If you’re familiar with Connotea, our free online information management tool, or with the general idea of social bookmarking then you’ll know what we mean when we say that we’ve released some software that adds tagging and social bookmarking to EPrints-based institutional repositories. On top of that, it uses tags and bookmarks to recommend related articles.

If not, then I’ll try to explain.


Institutional repositories are online document archives in which researchers can deposit and share copies of their work. Perhaps the best known is PubMed Central, run by the NIH, but there are many others and NPG encourages its authors to use them. EPrints is a popular package, developed at the University of Southampton, for creating these repositories.

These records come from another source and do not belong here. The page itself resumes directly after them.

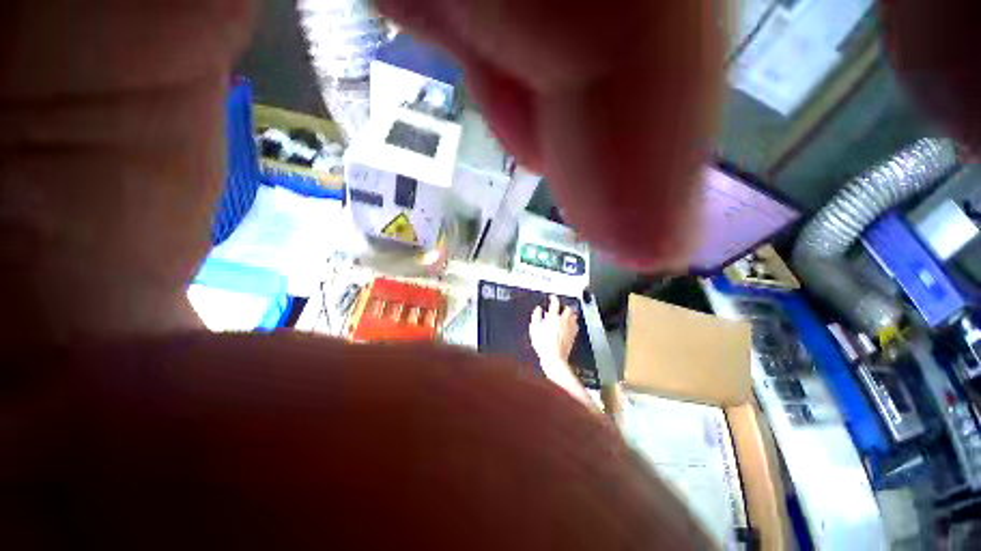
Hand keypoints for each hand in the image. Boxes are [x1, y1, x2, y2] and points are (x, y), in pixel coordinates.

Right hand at [529, 296, 589, 404]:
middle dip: (565, 306)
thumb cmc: (543, 344)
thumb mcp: (534, 328)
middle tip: (562, 307)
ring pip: (574, 316)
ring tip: (568, 314)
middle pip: (568, 309)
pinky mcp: (573, 335)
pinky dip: (574, 323)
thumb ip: (536, 316)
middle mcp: (563, 321)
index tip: (553, 298)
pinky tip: (571, 325)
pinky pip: (576, 326)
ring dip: (571, 314)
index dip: (554, 299)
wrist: (554, 357)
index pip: (555, 304)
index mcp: (553, 317)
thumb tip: (538, 309)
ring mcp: (570, 328)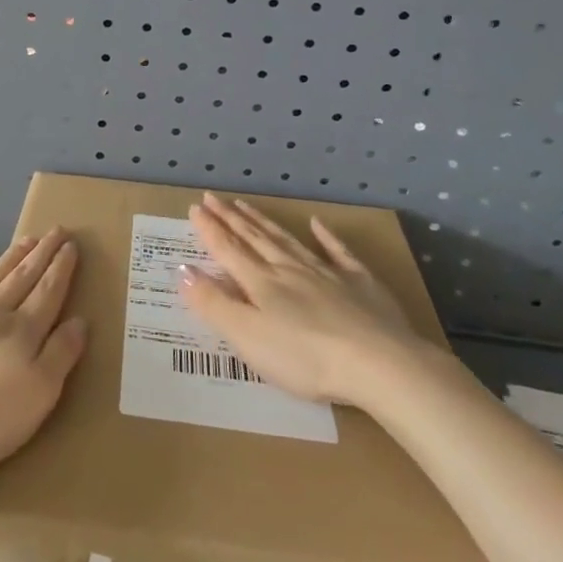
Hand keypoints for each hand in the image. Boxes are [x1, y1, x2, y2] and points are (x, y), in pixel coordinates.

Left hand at [0, 228, 87, 473]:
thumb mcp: (38, 395)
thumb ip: (60, 355)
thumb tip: (79, 321)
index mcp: (22, 331)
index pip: (48, 292)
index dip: (61, 268)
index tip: (71, 245)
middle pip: (22, 277)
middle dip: (41, 254)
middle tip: (55, 230)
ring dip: (9, 258)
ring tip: (25, 240)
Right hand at [184, 194, 429, 404]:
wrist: (379, 364)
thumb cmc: (305, 358)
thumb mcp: (248, 337)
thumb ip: (214, 304)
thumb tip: (182, 271)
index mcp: (261, 284)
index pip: (228, 250)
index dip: (209, 229)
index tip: (195, 207)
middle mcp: (290, 270)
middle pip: (255, 239)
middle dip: (230, 218)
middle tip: (212, 197)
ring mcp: (327, 274)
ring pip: (288, 241)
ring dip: (264, 222)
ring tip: (246, 205)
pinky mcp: (361, 284)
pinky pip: (338, 253)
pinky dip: (326, 237)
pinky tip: (318, 224)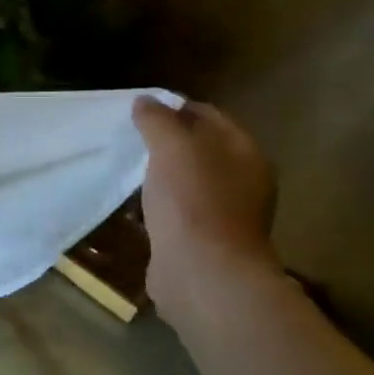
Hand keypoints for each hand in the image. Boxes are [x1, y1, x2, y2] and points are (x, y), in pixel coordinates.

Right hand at [132, 96, 278, 318]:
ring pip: (190, 181)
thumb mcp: (172, 149)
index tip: (140, 109)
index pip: (210, 116)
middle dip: (168, 141)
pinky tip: (136, 206)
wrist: (203, 273)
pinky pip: (179, 211)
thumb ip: (158, 121)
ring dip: (162, 174)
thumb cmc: (193, 202)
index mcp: (245, 153)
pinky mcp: (204, 240)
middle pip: (202, 148)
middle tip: (130, 138)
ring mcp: (225, 213)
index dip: (176, 107)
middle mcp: (243, 181)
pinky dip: (159, 204)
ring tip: (128, 170)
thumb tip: (145, 101)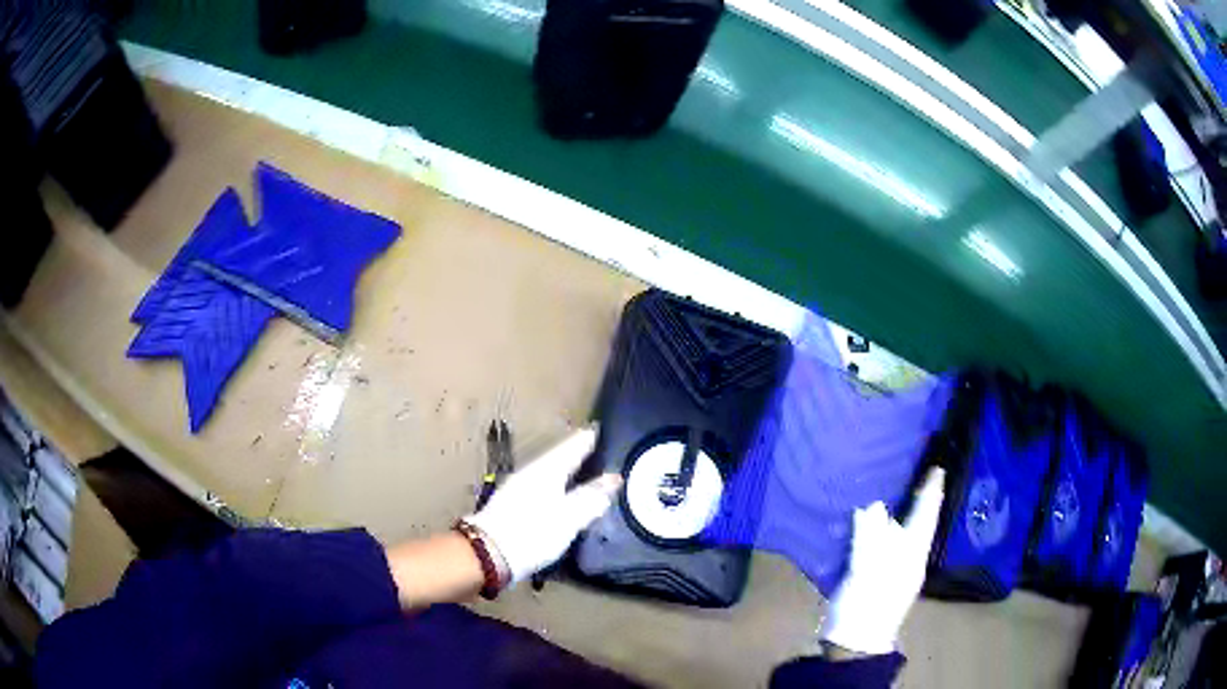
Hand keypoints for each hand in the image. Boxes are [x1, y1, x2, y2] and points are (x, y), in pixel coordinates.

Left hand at [464, 426, 622, 584]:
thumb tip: (613, 479)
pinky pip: (539, 485)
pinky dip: (553, 485)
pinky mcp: (510, 505)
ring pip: (547, 472)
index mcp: (546, 471)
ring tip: (579, 470)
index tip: (598, 429)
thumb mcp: (569, 517)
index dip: (586, 440)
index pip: (571, 448)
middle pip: (557, 458)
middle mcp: (531, 474)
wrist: (489, 554)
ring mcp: (517, 489)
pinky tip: (557, 494)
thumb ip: (591, 498)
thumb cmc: (534, 532)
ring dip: (563, 469)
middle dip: (574, 453)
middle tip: (592, 448)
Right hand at [819, 467, 945, 655]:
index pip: (926, 515)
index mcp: (912, 554)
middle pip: (914, 522)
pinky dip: (875, 530)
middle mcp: (907, 558)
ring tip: (884, 490)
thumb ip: (871, 537)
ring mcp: (892, 570)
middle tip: (908, 470)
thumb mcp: (868, 572)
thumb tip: (872, 506)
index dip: (931, 491)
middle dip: (914, 497)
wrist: (853, 645)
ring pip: (897, 533)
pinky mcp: (874, 578)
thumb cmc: (866, 607)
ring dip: (894, 513)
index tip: (938, 466)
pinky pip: (879, 544)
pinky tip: (864, 523)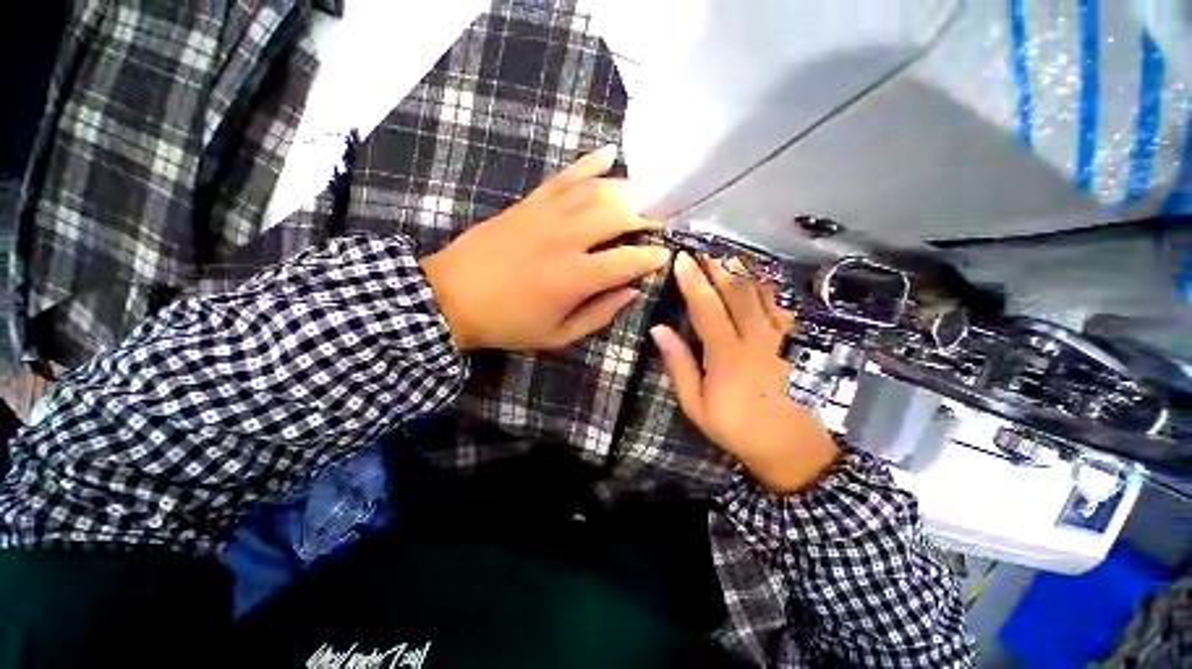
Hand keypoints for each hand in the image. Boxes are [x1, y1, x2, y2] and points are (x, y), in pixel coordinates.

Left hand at [420, 146, 669, 350]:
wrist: (452, 297)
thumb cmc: (509, 323)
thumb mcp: (558, 335)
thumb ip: (599, 314)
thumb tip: (630, 291)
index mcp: (574, 277)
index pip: (627, 260)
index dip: (651, 257)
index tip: (664, 255)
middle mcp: (566, 239)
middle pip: (617, 215)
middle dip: (646, 216)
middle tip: (660, 221)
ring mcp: (546, 215)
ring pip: (596, 191)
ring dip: (627, 190)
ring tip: (645, 195)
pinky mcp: (529, 203)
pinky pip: (564, 176)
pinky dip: (589, 163)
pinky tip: (609, 154)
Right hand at [651, 253, 839, 494]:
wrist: (789, 445)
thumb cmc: (735, 426)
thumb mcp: (695, 404)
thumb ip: (678, 364)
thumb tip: (659, 329)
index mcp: (728, 356)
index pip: (707, 308)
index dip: (693, 281)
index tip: (680, 259)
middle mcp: (756, 339)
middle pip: (736, 292)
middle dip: (716, 266)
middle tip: (700, 248)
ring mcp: (779, 337)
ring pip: (760, 292)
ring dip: (740, 269)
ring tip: (723, 253)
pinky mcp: (792, 339)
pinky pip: (778, 303)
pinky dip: (764, 284)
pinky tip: (754, 275)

Social bookmarking is the process of saving your bookmarks (or links, or favourites, whichever term you prefer) on a website and making them available for others to see. Most social bookmarking services use tags to help users organize their collections. Tags are just keywords or labels for bookmarks — for example, if you bookmarked this article you might tag it with “institutional repositories”, “connotea”, “bookmarking” and “NPG”. Del.icio.us is perhaps the best know social bookmarking service. Connotea is a similar service that is tailored specifically for use by scientists and other academics.

But back to institutional repositories: each article in a repository has an information page listing the title, authors, where and when it was published, and giving a link to the author-deposited copy. What we’ve done is to create an extension to EPrints that supplements this information with a Tags and Related Articles section, plugging it into either del.icio.us or Connotea. In fact, since the software behind Connotea is open source, this tool will work with any service based on Connotea Code.

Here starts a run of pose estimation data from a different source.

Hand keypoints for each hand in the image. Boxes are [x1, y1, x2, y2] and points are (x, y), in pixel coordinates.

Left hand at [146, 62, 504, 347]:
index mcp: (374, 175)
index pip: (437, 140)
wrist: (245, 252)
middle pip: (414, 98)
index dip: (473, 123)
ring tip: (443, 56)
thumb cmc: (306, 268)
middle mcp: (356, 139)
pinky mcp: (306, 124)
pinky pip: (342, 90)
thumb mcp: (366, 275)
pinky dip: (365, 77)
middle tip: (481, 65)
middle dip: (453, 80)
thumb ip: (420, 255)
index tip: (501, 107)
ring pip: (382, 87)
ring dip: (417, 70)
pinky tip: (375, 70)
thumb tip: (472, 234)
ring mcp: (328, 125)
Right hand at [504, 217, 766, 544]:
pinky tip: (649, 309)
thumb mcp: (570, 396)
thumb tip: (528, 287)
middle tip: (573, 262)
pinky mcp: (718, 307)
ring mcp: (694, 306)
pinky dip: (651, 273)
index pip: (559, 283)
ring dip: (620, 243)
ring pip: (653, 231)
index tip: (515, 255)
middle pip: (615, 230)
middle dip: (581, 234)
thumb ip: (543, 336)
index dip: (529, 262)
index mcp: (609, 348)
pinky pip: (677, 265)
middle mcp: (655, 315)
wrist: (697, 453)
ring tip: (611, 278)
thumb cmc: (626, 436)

The Tagging Tool, as we call it, lists tags that have been applied to the article you’re viewing in the repository. Clicking on a tag brings up a list of other articles that share that tag. You can

also quickly save the article to your own collection on del.icio.us or Connotea. All this happens within EPrints, without you having to leave the article information page.

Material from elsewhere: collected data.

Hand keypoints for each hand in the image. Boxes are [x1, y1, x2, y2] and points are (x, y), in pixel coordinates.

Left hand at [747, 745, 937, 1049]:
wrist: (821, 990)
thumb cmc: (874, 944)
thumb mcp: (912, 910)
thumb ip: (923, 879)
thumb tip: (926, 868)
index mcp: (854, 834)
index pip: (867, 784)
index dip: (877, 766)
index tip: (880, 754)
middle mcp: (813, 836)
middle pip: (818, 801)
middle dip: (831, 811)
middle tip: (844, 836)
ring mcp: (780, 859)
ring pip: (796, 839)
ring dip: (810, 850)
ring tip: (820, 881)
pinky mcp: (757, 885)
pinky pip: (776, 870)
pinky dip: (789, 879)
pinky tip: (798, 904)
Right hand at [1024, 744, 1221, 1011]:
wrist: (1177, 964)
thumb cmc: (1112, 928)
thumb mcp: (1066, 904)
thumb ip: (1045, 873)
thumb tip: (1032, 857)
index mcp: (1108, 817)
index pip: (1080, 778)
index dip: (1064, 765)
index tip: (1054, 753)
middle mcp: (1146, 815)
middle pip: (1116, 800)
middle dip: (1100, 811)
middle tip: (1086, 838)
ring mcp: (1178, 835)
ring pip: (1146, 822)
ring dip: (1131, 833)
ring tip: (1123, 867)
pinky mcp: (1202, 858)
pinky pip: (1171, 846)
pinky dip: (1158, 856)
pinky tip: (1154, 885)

The tool also shows related articles directly. It calculates these based on shared tags and popularity — articles that share more tags with the one you’re looking at will appear higher in the list, with articles that have been bookmarked by more people appearing higher than less popular articles. This method is a bit experimental, and we’re hoping for feedback from repository users about this, as well as the other features. If you’re an institutional repository administrator, download and install the tool — it has minimal impact on the rest of EPrints, so is easy to experiment with. If you’re an IR user, please point your administrator in the same direction.

What does this development mean for institutional repositories? At a functional level, it offers an alternative way of navigating the repository content and finding relevant material — one that is based on readers’ behaviour and opinions. At the wider lever, because repository content will be bookmarked directly in online, public services like Connotea or del.icio.us, it will increase the exposure of that content, and connect it more directly with the rest of the academic literature. All good things, we hope.

The work behind this development was funded by the Joint Information Systems Committee, as part of their PALS Metadata and Interoperability Projects 2 programme.

Comments

Comments are closed.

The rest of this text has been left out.